Athletes listen to Arirang, instead of the National Anthem of South Korea during the Women's Ice Hockey friendly match at Seonhak International Ice Rink on February 4, 2018 in Incheon, South Korea. The friendly match was held ahead of the Olympic Games where South and North Korea competes for the first time as a unified team in a sport at the Olympic Games.Woohae Cho/Getty Images
There was a hockey game to be played, but the battle started hours earlier in the cold outside the arena where the Korean Olympic women's squad was preparing for its first game as a unified team. Crowds danced in celebration on one side of a road while on the other protesters punched, ripped and stomped images of North Korean leader Kim Jong-un.
Those cheering the combined women's team, with both North and South Korean players, are "traitors," said Choi Do-sang, a retired civil servant among the flag-waving protesters. "The Olympics are just buying time for the North Koreans to work on their nuclear program," he said, as a man with a megaphone screamed slurs at Kim Jong-un, calling him a "killer" and "dog refuse."
These are not Peace Olympics, spat Lee Youn-ju, an artist who joined the ear-splitting protest. "This is completely fake peace." North Korea has "a nuclear bomb, do you think that's for making peace?" She held a sign with charts showing public opposition to the joint team.
But any sign of disharmony was wiped away by the time the Korean players took to the ice for a warm-up match against Sweden, which Korea lost 3-1. Police blocked protesters from entering. Progressive groups aligned with the government, meanwhile, brought in so many people that they used maps to arrange people throughout the arena.
The result was a raucous display of support, as fans waved the unification flag – a blue map of the Korean peninsula on a white background – that will be used by athletes from the two countries in their joint entrance at the opening ceremony. Other patriotic signs declared "One Korea Yes!" and "Fighting! To the Korea ice hockey team that will leave its mark in history!"
The crowd, meanwhile, chanted "Korea! We are one!" and then, as the score began to stack up in Sweden's favour, "It's okay!" and "Win, Korea! Win!" – all using the foreign word "Korea" instead of Dae-han-min-guk, the word typically used to cheer on South Korean teams.

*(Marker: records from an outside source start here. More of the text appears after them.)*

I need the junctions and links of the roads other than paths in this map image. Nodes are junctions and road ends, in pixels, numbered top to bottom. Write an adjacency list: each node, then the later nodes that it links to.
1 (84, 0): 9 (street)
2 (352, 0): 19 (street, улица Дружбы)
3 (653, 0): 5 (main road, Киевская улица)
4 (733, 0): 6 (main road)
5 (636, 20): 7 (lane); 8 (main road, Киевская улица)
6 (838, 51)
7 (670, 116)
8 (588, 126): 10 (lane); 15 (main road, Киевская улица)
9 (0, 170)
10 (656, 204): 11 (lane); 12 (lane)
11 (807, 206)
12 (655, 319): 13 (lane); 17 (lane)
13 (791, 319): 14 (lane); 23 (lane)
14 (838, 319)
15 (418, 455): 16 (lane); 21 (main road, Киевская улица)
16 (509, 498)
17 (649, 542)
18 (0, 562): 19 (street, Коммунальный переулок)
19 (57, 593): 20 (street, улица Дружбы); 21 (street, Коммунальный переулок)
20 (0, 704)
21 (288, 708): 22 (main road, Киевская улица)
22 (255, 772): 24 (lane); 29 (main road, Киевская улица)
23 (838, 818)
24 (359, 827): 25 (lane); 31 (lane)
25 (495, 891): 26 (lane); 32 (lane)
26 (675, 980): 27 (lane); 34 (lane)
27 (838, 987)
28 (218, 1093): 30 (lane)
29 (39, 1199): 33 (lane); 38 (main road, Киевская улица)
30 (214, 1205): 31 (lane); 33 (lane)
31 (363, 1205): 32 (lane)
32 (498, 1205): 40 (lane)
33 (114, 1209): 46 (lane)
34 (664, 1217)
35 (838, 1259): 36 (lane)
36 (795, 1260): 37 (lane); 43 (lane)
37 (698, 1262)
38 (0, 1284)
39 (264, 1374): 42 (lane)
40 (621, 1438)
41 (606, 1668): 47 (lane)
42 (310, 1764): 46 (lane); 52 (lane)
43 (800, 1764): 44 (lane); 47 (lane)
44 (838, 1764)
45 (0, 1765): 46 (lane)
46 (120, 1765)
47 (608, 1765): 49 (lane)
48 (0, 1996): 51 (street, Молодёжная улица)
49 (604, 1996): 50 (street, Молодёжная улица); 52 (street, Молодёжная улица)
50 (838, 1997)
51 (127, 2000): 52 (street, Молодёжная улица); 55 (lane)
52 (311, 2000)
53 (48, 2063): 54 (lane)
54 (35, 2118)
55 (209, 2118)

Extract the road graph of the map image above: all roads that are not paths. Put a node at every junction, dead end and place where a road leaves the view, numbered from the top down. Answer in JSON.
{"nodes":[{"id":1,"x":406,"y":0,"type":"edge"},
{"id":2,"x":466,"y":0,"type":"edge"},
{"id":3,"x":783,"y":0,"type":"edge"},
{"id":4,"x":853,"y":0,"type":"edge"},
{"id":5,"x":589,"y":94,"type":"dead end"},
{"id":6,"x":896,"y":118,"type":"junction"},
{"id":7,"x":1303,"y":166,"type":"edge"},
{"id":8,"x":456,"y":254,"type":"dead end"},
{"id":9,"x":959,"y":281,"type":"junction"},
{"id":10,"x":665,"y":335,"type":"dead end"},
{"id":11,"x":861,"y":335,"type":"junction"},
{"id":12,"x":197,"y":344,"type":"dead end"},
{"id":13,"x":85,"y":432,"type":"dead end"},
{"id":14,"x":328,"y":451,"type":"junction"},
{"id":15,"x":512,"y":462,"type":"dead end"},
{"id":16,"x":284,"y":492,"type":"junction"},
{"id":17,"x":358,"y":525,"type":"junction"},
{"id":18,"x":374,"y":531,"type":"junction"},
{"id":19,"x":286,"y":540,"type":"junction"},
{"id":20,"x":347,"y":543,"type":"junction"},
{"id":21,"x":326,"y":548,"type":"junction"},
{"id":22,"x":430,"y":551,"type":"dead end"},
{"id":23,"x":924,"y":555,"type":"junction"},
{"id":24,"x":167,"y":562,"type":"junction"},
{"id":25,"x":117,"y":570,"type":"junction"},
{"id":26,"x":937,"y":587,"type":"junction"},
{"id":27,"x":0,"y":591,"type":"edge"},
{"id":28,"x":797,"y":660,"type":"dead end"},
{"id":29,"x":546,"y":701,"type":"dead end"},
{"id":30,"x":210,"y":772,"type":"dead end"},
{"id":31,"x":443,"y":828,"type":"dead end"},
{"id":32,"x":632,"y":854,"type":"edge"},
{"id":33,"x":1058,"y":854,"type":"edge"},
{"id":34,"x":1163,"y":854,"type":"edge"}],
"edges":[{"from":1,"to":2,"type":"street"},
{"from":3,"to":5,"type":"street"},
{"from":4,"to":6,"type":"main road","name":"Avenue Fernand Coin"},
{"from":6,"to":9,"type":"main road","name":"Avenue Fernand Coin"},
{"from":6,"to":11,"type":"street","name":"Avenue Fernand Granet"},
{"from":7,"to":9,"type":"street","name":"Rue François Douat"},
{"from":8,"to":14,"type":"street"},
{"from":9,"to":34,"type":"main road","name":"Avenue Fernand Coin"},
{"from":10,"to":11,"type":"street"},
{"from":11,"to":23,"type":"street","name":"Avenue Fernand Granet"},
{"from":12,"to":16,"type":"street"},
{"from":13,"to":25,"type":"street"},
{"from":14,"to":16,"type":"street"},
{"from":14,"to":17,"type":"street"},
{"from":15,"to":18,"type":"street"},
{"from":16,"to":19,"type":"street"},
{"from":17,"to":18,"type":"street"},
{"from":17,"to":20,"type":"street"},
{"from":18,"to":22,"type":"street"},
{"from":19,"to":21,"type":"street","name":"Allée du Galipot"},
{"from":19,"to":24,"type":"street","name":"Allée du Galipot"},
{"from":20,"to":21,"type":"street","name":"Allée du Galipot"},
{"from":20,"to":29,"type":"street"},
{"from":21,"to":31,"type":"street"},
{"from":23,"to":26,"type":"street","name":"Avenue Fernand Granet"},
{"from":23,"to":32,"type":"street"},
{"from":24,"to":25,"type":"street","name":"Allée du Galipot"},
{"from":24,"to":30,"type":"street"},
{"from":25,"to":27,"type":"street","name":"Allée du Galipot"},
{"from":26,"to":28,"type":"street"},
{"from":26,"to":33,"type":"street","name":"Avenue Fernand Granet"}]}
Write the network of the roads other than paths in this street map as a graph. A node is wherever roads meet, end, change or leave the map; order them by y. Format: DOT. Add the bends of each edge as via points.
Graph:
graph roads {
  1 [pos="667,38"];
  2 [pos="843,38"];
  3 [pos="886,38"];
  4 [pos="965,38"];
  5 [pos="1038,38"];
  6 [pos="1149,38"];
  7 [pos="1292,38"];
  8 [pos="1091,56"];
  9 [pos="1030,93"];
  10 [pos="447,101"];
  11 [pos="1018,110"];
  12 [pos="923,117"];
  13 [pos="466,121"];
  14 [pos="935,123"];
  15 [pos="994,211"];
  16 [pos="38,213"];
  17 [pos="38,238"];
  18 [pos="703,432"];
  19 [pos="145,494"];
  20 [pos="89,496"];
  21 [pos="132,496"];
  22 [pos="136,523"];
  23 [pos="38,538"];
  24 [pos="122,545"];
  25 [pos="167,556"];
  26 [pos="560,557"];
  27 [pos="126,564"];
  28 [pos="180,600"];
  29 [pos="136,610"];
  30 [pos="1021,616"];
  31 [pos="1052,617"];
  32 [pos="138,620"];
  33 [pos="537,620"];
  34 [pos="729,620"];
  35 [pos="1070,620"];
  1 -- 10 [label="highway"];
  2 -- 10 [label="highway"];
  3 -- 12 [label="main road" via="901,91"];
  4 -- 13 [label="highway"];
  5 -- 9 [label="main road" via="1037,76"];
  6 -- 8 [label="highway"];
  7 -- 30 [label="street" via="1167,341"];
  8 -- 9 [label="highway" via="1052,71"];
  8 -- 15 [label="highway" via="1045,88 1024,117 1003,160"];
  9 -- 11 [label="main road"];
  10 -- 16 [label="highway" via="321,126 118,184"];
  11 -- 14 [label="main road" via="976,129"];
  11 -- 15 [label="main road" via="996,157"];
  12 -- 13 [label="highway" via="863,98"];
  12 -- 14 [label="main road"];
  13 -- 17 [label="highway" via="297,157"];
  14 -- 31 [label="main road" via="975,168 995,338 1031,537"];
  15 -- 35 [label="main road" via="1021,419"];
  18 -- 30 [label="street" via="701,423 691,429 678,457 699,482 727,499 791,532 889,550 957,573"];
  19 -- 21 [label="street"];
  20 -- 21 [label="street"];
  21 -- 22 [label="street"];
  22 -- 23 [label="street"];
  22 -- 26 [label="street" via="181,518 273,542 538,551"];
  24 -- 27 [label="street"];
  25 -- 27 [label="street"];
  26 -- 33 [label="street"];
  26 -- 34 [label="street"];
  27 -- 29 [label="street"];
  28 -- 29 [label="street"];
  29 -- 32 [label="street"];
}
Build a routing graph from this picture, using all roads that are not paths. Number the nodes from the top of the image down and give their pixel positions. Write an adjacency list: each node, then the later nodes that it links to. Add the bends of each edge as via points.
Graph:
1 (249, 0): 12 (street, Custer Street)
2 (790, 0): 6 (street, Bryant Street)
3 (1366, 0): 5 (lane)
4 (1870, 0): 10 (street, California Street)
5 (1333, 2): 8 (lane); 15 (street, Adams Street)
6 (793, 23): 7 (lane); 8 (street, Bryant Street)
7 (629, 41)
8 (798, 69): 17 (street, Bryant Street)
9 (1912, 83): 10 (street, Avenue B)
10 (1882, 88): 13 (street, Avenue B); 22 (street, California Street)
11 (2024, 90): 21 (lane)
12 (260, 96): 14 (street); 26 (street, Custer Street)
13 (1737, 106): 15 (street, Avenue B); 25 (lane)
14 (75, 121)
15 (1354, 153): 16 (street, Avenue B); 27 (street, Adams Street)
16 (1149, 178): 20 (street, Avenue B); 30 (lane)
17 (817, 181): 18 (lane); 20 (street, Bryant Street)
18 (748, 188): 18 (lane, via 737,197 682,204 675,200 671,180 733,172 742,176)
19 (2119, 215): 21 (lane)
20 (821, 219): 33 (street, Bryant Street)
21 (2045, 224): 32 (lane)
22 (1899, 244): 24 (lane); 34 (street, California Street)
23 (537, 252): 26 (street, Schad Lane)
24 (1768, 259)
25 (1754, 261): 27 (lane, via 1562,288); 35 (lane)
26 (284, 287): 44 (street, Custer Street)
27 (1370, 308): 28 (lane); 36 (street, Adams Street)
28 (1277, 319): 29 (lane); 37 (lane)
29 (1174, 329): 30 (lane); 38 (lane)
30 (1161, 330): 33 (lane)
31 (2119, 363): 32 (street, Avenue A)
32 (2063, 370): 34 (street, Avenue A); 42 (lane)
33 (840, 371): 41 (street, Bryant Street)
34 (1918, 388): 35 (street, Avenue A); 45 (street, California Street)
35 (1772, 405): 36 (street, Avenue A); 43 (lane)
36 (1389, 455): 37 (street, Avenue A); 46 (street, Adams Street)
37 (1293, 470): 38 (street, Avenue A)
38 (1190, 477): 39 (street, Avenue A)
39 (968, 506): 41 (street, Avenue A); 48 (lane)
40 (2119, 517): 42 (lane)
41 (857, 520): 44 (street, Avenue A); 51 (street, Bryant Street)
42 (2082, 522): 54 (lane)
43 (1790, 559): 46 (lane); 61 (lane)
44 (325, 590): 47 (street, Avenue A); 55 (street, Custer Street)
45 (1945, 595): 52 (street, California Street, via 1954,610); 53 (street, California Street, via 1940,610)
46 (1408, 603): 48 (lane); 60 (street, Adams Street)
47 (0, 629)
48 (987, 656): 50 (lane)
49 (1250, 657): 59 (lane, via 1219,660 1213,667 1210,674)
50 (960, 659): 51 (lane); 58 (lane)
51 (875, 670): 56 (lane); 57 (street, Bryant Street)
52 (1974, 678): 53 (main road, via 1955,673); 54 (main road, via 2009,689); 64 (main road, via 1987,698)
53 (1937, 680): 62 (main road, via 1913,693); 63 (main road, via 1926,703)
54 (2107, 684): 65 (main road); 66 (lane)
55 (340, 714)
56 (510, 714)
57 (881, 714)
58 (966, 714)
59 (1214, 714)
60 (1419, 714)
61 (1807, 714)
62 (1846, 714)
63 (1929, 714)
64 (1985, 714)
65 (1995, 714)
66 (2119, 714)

Rather than a national anthem, spectators sang Arirang, a mournful folk song about lovers split apart that has taken on larger symbolic resonance.
"Our country has been divided for so long," said Cho Ji-hoon, a lawyer, as he watched the game. "So we're actually seeing this example of us becoming one. It's like watching a small reunification."
Like many, it was his first time at a hockey game.
"Maybe 10 per cent of the people here have watched a game," said Baek Seung-su, who belongs to a peace-oriented organization.
He nonetheless liked what he saw – even if the Korean team showed signs of having been cobbled together by politicians at the last minute, occasionally creating long delays as they determined who to send out for a faceoff. The crowd's exuberance, too, was directed largely at the Korean goaltender, erupting in cheers with every save as better-organized Sweden kept pressure in the Korean end. Sweden ended the game with 35 shots on goal to Korea's 14.
For team Korea, however, the 3-1 performance was better than expected, and the North Korean side emerged from the game optimistic.
"If the North and South can combine their strength and work as one, we can achieve anything," said Park Cheol-ho, an assistant coach from North Korea, which dressed four players for the game, although only three skated.
"I believe that this competition will show the power we as North and South can achieve," said Jong Su-hyon, a North Korean forward who defied expectations and made the team's second line.
"Even though she doesn't speak the same language as our players, she reads off them really well," said Sarah Murray, the Canadian woman who is coaching the Korean women's team.
Indeed, the language difference underscored how this exercise in unity has also accentuated divisions. The northern and southern players employ such different vocabulary that "for our team meetings, it's going through English to South Korean to North Korean, so the meetings take three times as long – and it's really hard when you have three different languages on one team," Murray said.
At the Olympics, too, North Korea's desire to monitor and control its people means the team will not stay together; the northern players will be with other North Korean athletes in a separate building.
"In an ideal world, yes, we would be in the same building and we would stay together. Because we need to do team meetings, we need to be together. We're one team. But unfortunately, it didn't work out that way so we're just going to deal with it," Murray said.
Still, she said, "the North Korean players have learned quickly. They've been great to work with, they work really hard. So we've just been reviewing our systems and we'll keep teaching and keep getting better."
For many in the crowd, just seeing players in the same jerseys was all that mattered – a sight that brought Lee Byounng-ho, a teacher, to tears.
"They all have the same grandparents, and now they have become one body," Lee said.
"It doesn't matter whether they win or lose. What's important is the fact that they came together as one on the ice. That might provide an opportunity for the country to come together."